Otfried Preußler, der Autor des „Räuber Hotzenplotz“, hat eine ganze Vielzahl von Kinderbüchern geschrieben. Insgesamt sind es 52 Werke, von denen ihr vielleicht schon mal gehört habt oder die ihr vielleicht auch in eurem Bücherregal findet. Da sind „Die kleine Hexe“, „Das kleine Gespenst“ oder auch „Kater Mikesch“. Sein erstes bekanntes Kinderbuch war übrigens „Der kleine Wassermann“. Es erzählt die Geschichte von einem lustigen kleinen Gesellen mit grünen Haaren und grünen Schwimmhäuten, der im Mühlenweiher mit seinem Freund, dem Karpfen Cyprinus, vielerlei Abenteuer erlebt. Die Geschichte schrieb Otfried Preußler bereits 1956. Damals war der Schriftsteller bereits 33 Jahre alt. Geboren wurde der weltbekannte Kinderbuchautor im Jahr 1923 im tschechischen Liberec. In dem Ort am Rande des Riesengebirges wohnten viele Deutsche, die nannten ihre Stadt Reichenberg. Otfrieds Eltern waren beide Lehrer. Sein Vater sammelte darüber hinaus viele Sagen und Geschichten aus der Heimat. Oft durfte der junge Otfried den Vater begleiten und erfuhr hier viele Erzählungen aus den dunklen Wäldern des Iser- und des Riesengebirges. In diesen Geschichten spielten Hexen, Geister, Räuber und Wassermänner immer wieder eine Rolle.

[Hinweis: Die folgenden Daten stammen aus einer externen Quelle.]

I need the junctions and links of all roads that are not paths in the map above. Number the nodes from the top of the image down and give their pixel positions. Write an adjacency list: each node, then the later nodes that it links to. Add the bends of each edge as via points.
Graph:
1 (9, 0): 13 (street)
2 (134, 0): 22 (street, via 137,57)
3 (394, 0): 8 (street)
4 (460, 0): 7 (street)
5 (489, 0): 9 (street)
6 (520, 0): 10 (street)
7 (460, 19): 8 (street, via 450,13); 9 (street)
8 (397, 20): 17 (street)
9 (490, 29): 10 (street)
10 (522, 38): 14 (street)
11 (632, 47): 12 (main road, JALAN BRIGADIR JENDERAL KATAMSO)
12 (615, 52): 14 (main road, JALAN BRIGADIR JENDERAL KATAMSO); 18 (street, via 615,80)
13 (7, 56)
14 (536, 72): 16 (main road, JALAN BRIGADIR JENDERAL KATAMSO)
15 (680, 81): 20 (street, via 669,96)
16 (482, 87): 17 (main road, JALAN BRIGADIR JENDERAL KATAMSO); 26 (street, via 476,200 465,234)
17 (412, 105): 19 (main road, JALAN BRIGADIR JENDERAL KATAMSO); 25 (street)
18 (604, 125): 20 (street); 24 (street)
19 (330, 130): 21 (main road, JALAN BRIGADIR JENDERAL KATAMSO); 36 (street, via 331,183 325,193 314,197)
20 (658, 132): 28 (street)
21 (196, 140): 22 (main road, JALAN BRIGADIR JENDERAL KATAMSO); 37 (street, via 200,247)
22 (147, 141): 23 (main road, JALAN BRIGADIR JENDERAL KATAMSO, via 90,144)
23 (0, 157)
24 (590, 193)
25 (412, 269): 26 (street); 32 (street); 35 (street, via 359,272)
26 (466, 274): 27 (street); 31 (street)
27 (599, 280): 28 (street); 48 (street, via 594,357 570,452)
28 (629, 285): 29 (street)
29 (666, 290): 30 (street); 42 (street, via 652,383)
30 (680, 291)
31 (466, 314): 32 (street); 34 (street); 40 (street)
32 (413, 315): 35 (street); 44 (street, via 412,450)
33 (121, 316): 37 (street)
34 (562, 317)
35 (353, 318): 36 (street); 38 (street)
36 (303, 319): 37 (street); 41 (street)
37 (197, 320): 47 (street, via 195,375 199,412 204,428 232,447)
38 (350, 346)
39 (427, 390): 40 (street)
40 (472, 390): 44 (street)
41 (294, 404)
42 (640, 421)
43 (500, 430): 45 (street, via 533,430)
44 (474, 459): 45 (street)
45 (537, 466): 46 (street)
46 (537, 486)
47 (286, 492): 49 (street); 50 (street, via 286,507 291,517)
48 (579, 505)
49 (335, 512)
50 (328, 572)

Auch die Großmutter Otfried Preußlers hatte ein unendlich großes „Geschichtenbuch“ in ihrem Kopf. Immer wieder erzählte sie dem Jungen Sagen und Abenteuer aus seiner Heimat – Erzählungen, die er sich merkte und später bei seinen Kinderbüchern verarbeitete. Dabei halfen ihm seine drei kleinen Töchter. Ihnen musste er zum Einschlafen Abend für Abend eine Geschichte erzählen – das „Büchermachen“ ging dann ganz einfach, er musste diese erzählten Geschichten nur noch aufschreiben. Dem kleinen Wassermann folgte die kleine Hexe und schließlich 1962 „Der Räuber Hotzenplotz“.
Gut war es, dass Otfried Preußler in seinem Geburtsort Liberec auch Tschechisch gelernt hatte, so konnte er im Jahr des Erscheinens vom Räuber Hotzenplotz auch das Kinderbuch des tschechischen Zeichners und Schriftstellers Josef Lada, „Kocour Mikeš“ ins Deutsche übertragen. Als die Geschichten vom „Kater Mikesch“ kam dieses Buch als Stück des Augsburger Puppentheaters als erstes Werk Otfried Preußlers ins Fernsehen.
Heute gibt es neben dem „Jubilar“, dem 60-jährigen Hotzenplotz, fast alle Bücher im Buchladen oder in Bibliotheken, schaut euch doch einmal um – und viel Spaß beim Lesen.